President Obama understands that different pay for employees based solely on gender is simply wrong. That’s why the first bill he signed was the Lilly Ledbetter Fair Pay Act empowering female employees by restoring basic protections against pay discrimination. As Lilly explains, she not only lost approximately $224,000 in salary due to discrimination but she lost significant amounts more because the lower paychecks were used to calculate her pension and Social Security benefits.
Lilly’s story is all too common. Studies indicate that by the time a woman is 25, she is likely to have lost the opportunity to earn thousands of dollars, as compared to her male counterpart. That could be a substantial reduction in her student loans or savings to buy a home. If we can equalize pay, by the time a woman is 45, she could earn tens of thousands of dollars more; and by the time she is 65, she could earn hundreds of thousands of dollars more than she would in an unequal system. She would no longer have to choose between paying her rent or medical bills; she could invest in a home and better afford her children’s education. And that does not account for the retirement savings and benefits she would have earned had she not encountered discrimination – resources that would further reduce the burden to her family and to society. We will all benefit when women are paid their equal share.
President Obama cares deeply about this issue—as a father, as a husband, and as someone who understands how much this issue impacts our nation’s economic well-being. That’s why the Administration strongly supports passage of the Paycheck Fairness Act that rewards employers who treat their employees fairly, as opposed to those who boost their bottom line by discriminating against women. This important piece of legislation almost made it to the President’s desk last year, and we urge Congress to pursue the fight for equal pay.
Until Congress sends President Obama a bill he can sign into law, we’re doing all we can to support and empower women and smart employers. The White House convened an Equal Pay Task Force to educate employers and employees about their rights, ensure compliance with equal pay laws and encourage agencies to improve coordination and enforcement efforts at the federal level. The President also created the White House Council on Women and Girls, comprised of Cabinet members and heads of sub-Cabinet agencies; the Council is charged with advancing the rights and needs of women, including equal pay.

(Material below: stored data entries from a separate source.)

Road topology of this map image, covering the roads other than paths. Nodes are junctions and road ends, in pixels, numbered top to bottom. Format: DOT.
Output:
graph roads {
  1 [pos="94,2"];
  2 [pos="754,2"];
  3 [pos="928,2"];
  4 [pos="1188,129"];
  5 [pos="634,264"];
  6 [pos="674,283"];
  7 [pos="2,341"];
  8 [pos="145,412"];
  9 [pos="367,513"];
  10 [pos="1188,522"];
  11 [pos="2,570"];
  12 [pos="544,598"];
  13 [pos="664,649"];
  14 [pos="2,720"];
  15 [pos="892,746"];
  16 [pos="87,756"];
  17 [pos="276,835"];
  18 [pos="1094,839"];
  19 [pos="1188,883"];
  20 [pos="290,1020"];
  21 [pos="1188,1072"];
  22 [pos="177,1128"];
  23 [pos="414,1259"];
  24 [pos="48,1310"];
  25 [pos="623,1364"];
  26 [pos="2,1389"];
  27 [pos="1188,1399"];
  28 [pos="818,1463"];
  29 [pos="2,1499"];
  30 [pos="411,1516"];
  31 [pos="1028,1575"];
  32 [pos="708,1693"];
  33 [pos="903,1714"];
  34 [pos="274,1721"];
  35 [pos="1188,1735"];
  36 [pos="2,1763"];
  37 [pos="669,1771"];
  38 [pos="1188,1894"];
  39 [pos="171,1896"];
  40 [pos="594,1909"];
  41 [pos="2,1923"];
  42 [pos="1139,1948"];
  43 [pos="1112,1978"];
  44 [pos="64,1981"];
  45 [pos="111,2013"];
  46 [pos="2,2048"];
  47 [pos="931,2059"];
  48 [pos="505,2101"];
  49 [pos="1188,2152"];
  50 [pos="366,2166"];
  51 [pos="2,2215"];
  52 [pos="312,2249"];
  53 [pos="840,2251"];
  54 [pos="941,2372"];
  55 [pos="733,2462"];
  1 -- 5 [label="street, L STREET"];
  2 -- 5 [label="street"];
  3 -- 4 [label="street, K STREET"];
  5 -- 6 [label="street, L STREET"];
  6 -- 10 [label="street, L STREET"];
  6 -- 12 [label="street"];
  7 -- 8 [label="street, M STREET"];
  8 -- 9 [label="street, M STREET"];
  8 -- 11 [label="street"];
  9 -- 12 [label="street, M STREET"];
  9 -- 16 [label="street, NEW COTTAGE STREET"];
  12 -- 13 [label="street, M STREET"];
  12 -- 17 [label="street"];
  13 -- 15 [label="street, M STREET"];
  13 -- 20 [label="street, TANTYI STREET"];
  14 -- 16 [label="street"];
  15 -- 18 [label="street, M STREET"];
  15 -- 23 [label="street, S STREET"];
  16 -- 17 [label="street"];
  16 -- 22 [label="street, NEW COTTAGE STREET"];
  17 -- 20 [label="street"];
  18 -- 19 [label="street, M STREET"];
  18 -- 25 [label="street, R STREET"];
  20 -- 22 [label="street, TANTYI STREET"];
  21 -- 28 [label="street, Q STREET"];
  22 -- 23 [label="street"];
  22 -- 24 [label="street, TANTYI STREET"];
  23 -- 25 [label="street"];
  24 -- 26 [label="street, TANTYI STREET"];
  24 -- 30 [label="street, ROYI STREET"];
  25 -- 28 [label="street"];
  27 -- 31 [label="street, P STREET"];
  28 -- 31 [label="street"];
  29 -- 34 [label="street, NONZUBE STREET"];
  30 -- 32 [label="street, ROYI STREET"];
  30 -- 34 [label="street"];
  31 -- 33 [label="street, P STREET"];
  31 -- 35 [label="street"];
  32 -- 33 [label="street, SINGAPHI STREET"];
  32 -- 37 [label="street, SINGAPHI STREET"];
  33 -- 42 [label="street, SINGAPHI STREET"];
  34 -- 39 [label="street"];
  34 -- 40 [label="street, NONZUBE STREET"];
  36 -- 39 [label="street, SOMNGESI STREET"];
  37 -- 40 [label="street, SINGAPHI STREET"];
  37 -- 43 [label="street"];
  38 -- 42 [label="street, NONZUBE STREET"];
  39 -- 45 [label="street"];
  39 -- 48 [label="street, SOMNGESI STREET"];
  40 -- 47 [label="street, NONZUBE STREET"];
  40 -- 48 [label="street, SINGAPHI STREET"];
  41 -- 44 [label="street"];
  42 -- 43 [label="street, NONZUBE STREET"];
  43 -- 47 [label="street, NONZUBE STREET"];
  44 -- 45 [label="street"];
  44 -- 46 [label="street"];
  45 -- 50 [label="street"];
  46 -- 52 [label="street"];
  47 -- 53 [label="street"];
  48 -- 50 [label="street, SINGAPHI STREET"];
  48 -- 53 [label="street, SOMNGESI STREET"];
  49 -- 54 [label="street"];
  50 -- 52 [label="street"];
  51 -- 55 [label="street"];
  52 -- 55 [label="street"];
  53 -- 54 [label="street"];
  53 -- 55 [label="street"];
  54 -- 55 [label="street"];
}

In the past four decades, Lassie and The Beatles have faded from the forefront, but women are front and center when it comes to supporting family budgets and our national economy. They’re invaluable contributors at work – standing shoulder to shoulder with their male colleagues to get the job done – and, when that’s the case, they deserve to have a paycheck that reflects a job well-done, not gender bias. Most employers know that, but for those who do not, we need the Paycheck Fairness Act and we need it now.